> [WHAT YOU ARE ASKED TO DO]: Please report how many lines in the data below contain "AMÉRICAS". Nothing besides the number should be written.

Collected data:
------------------------------------------------

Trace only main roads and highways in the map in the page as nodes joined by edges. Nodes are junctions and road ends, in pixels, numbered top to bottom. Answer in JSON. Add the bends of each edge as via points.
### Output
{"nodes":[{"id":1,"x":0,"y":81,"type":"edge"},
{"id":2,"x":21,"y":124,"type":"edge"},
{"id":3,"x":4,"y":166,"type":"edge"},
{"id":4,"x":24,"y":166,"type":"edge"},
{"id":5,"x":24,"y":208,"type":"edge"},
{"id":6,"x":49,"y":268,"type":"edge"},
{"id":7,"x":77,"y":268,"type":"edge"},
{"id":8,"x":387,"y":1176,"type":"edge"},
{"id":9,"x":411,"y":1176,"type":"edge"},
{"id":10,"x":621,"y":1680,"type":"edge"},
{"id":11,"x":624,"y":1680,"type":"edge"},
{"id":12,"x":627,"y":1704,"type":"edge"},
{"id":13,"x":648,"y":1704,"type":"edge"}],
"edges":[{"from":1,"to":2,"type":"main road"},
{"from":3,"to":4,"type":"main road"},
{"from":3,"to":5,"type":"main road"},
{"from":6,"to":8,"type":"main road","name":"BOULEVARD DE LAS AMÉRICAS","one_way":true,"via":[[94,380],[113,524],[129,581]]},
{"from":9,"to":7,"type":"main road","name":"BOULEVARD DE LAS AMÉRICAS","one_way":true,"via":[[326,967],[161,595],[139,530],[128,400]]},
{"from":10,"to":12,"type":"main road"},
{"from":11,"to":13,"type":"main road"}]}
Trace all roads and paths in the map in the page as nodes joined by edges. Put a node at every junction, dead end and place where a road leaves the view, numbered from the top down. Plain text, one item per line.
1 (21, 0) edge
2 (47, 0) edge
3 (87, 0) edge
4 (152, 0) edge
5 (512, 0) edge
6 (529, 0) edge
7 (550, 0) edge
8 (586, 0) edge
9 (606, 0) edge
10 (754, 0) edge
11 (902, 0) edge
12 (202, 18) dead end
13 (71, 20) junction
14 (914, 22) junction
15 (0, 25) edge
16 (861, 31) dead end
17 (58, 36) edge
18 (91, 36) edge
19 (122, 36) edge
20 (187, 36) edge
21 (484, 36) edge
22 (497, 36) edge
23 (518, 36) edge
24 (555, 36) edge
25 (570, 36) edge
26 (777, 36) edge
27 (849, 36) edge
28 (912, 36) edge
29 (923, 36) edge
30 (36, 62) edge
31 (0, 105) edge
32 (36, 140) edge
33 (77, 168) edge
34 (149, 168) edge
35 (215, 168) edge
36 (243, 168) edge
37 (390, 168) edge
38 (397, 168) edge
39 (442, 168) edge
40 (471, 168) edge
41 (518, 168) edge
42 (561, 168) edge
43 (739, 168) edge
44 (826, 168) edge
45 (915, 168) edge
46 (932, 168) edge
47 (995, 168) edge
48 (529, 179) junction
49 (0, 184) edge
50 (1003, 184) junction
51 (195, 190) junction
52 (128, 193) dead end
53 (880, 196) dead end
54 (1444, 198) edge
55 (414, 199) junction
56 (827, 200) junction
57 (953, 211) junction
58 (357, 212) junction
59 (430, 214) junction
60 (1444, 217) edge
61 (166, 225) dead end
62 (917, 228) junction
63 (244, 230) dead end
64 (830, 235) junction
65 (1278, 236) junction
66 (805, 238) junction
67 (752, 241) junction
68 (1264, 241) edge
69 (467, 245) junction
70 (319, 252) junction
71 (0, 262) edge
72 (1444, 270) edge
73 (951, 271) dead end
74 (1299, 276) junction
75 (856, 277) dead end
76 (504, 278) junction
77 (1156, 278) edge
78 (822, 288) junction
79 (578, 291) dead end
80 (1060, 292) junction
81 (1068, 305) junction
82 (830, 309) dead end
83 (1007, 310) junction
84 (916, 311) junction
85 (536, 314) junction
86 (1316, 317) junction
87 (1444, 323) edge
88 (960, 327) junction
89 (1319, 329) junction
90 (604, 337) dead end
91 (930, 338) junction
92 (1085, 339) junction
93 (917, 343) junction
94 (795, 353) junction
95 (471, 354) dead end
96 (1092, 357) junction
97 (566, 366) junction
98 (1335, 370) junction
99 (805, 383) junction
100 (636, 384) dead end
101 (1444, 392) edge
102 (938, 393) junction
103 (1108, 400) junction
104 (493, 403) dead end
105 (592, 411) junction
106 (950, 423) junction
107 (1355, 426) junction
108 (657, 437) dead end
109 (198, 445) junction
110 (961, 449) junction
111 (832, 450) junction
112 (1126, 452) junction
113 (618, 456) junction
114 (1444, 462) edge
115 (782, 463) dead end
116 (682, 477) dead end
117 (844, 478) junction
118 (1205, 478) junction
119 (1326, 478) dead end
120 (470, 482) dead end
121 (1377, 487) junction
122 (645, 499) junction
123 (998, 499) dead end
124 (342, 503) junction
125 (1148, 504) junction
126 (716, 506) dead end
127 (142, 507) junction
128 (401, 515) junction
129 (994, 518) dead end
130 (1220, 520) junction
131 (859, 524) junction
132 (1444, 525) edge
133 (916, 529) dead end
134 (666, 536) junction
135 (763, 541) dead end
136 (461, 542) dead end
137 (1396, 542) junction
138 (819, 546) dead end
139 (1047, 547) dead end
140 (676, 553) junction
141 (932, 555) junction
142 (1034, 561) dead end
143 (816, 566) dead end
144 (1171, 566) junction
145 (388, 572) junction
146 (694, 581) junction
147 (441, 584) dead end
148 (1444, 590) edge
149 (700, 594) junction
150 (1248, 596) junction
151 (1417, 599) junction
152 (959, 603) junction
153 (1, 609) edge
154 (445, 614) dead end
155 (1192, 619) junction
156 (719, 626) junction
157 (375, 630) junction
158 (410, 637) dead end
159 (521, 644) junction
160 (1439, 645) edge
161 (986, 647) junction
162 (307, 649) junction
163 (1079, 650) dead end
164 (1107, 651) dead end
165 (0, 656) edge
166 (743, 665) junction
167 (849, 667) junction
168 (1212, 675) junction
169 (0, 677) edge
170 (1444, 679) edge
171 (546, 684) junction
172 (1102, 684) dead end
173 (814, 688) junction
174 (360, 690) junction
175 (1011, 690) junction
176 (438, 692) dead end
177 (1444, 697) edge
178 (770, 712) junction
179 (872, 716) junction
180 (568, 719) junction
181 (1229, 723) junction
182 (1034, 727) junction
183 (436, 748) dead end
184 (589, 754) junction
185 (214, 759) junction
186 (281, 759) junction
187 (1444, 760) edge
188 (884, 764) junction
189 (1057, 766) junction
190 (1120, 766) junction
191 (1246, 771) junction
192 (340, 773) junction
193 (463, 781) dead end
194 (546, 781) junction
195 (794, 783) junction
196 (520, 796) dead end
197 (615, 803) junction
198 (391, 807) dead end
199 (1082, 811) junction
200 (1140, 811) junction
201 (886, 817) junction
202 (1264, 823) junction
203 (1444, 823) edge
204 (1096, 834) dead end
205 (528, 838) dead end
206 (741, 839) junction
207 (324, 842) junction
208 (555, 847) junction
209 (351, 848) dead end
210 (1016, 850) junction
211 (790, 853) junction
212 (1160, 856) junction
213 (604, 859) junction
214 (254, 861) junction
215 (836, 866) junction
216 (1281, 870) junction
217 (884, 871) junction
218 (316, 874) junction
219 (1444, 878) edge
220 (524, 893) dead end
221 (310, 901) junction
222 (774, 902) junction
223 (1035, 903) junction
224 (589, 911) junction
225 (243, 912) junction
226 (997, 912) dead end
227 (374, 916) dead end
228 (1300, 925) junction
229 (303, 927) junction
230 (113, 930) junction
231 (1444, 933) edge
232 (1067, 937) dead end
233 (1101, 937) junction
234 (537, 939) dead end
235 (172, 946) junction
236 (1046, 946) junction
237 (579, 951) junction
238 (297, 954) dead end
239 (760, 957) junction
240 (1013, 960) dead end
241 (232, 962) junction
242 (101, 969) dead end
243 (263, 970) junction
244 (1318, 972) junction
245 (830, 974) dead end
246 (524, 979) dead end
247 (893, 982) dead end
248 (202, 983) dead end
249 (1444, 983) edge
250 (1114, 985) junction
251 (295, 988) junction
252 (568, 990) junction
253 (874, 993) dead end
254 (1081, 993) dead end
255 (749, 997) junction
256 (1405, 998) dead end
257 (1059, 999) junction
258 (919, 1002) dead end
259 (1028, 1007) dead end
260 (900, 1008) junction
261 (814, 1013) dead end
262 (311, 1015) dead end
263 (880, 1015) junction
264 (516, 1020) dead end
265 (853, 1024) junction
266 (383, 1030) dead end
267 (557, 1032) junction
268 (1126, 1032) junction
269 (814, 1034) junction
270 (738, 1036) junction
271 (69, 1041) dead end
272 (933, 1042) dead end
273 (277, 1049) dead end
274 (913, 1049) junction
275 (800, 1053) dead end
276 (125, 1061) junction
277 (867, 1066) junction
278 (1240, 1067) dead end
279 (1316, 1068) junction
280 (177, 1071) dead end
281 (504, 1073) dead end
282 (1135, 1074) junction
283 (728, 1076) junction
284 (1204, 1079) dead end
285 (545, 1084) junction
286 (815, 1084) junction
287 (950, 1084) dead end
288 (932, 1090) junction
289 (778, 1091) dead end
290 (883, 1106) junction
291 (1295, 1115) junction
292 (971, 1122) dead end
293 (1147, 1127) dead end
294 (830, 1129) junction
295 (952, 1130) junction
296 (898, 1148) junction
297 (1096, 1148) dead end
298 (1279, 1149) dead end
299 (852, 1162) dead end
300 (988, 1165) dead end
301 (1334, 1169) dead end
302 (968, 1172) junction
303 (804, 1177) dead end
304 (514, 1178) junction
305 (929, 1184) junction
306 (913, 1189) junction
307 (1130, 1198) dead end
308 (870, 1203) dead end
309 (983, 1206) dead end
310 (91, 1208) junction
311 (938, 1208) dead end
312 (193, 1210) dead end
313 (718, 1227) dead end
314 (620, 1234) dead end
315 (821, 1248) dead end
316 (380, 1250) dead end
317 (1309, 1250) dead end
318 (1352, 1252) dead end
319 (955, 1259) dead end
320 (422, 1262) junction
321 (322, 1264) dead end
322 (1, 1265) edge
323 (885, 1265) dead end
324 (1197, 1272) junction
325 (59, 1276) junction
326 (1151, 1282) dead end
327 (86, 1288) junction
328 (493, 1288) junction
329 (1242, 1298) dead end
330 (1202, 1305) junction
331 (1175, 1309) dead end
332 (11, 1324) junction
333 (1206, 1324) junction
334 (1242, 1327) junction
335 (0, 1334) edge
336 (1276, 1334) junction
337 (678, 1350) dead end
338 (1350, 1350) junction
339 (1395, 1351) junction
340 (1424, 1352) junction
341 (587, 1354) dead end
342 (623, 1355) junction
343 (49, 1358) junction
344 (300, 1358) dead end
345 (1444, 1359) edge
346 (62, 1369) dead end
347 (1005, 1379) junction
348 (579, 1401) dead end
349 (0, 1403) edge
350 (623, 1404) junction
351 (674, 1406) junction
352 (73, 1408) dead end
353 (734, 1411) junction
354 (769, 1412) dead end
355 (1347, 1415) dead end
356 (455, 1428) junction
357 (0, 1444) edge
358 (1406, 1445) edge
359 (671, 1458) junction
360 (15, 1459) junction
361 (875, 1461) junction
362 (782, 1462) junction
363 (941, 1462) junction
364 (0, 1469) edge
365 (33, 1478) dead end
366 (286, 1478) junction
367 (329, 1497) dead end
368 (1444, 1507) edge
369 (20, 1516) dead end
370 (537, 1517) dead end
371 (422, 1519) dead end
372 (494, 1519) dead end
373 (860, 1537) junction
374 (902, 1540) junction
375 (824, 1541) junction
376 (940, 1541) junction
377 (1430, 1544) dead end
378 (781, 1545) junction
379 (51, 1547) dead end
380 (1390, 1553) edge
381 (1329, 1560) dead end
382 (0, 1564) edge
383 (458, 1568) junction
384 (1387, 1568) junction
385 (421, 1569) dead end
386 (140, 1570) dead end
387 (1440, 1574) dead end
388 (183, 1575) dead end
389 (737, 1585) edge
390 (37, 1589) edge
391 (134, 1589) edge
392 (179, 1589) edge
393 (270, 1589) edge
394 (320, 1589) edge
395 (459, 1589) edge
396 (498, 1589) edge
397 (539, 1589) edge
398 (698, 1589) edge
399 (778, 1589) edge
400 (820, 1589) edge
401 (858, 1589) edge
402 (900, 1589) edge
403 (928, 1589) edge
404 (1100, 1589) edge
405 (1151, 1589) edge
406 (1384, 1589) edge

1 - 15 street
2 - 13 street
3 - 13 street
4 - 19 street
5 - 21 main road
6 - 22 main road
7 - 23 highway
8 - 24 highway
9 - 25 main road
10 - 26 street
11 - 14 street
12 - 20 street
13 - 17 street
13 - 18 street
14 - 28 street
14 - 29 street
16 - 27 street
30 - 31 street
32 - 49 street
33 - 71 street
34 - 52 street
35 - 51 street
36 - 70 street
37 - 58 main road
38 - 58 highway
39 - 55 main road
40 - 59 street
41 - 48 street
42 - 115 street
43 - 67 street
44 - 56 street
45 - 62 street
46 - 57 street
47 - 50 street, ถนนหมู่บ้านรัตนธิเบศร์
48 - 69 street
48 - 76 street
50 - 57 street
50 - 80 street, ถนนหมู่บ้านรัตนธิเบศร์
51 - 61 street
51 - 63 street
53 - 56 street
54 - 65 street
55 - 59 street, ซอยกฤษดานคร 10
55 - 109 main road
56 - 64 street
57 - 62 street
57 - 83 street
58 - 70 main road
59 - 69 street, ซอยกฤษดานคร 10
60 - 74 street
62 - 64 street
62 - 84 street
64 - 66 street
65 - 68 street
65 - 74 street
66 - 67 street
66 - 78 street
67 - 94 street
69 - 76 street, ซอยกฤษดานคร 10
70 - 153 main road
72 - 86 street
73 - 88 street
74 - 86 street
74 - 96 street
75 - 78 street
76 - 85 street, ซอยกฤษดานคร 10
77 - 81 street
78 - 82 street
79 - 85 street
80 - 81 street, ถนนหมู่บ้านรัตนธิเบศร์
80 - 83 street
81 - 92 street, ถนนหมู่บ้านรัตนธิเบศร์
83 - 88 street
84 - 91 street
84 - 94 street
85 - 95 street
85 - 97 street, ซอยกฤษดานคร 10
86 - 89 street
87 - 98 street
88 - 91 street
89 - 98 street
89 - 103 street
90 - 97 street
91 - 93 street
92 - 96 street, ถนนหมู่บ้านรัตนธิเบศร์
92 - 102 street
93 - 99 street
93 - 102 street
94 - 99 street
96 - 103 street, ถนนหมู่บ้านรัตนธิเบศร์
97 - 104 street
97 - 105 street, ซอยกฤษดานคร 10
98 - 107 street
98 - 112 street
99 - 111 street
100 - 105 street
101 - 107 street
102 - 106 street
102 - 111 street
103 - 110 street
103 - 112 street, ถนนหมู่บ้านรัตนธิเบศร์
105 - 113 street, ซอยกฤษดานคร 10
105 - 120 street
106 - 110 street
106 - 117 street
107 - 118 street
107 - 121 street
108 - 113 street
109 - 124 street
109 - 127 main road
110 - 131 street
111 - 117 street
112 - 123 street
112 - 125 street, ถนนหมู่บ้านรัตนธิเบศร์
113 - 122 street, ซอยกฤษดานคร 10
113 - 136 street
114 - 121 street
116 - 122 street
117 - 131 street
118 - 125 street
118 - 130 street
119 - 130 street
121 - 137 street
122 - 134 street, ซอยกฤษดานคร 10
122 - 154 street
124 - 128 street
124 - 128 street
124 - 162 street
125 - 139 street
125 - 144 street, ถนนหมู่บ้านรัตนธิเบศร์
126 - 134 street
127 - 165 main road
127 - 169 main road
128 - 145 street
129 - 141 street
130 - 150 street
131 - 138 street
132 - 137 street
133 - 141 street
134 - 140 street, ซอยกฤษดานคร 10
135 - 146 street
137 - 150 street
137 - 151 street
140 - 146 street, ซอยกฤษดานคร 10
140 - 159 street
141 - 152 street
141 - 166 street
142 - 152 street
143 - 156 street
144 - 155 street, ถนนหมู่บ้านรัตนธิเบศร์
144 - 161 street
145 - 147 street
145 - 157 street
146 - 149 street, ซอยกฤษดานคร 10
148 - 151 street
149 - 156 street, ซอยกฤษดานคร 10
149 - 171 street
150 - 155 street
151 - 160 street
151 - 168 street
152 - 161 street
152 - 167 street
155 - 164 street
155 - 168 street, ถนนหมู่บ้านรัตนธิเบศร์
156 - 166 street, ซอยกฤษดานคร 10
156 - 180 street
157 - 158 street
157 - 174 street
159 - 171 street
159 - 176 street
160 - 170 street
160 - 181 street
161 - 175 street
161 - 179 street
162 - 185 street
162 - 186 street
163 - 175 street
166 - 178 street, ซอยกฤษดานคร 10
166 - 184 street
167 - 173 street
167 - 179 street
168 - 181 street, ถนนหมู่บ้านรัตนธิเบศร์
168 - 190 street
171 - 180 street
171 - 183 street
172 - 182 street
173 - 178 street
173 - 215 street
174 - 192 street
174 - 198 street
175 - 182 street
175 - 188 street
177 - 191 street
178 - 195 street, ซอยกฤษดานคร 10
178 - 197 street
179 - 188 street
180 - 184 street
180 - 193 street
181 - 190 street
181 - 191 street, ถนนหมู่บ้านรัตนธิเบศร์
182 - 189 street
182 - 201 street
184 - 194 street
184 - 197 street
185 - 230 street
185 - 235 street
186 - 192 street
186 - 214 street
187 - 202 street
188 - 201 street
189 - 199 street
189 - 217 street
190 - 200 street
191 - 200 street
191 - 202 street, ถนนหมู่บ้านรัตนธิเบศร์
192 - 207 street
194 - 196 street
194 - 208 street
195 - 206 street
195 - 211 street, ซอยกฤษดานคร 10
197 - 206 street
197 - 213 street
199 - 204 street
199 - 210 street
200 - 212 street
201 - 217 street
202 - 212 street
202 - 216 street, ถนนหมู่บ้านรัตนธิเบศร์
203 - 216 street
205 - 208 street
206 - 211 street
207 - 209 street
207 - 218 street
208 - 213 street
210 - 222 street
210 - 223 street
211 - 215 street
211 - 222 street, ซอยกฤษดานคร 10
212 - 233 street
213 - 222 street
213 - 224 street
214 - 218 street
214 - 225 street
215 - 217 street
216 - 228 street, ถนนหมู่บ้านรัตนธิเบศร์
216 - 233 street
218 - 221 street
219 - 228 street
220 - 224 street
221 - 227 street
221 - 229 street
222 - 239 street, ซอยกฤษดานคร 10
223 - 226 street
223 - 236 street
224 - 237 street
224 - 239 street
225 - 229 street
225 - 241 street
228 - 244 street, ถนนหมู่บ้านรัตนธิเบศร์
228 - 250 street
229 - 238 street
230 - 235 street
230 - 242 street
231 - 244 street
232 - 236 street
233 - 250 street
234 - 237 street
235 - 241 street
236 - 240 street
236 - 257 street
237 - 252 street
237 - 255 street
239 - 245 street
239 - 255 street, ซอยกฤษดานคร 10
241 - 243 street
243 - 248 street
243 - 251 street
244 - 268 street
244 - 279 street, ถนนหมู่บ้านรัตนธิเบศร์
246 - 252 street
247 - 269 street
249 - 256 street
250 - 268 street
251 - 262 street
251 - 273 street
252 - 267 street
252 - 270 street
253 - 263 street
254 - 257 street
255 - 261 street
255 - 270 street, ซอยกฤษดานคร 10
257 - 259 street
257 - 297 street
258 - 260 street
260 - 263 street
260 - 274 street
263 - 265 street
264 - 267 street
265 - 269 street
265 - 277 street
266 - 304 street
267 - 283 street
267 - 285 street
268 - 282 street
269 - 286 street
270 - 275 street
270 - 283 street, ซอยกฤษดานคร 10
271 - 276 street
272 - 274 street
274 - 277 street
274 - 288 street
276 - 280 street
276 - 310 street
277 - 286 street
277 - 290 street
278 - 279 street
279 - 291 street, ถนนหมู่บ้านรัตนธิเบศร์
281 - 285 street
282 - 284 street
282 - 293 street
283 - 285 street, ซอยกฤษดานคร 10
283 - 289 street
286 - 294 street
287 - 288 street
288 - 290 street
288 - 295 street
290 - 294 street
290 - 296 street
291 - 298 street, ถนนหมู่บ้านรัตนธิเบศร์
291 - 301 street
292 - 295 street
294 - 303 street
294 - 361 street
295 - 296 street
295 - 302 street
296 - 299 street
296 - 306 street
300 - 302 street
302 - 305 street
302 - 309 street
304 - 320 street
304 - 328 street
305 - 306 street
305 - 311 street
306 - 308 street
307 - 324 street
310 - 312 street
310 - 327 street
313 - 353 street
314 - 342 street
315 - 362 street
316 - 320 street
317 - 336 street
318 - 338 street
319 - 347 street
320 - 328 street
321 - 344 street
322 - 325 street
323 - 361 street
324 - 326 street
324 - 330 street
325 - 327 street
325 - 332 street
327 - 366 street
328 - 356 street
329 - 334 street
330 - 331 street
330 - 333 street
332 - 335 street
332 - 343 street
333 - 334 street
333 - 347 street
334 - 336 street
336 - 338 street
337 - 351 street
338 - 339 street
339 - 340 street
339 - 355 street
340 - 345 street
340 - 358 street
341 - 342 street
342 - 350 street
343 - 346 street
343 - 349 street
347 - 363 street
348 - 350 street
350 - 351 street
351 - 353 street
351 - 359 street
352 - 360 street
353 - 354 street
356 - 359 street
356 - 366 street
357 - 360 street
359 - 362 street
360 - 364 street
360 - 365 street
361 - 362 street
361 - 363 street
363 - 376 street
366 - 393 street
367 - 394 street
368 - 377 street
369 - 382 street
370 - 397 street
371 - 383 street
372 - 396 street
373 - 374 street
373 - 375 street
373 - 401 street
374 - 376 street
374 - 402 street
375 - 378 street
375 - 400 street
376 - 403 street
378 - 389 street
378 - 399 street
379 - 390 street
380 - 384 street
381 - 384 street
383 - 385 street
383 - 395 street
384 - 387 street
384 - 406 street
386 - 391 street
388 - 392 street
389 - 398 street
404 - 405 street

------------------------------------------------

> [RESPONSE BOX]: 2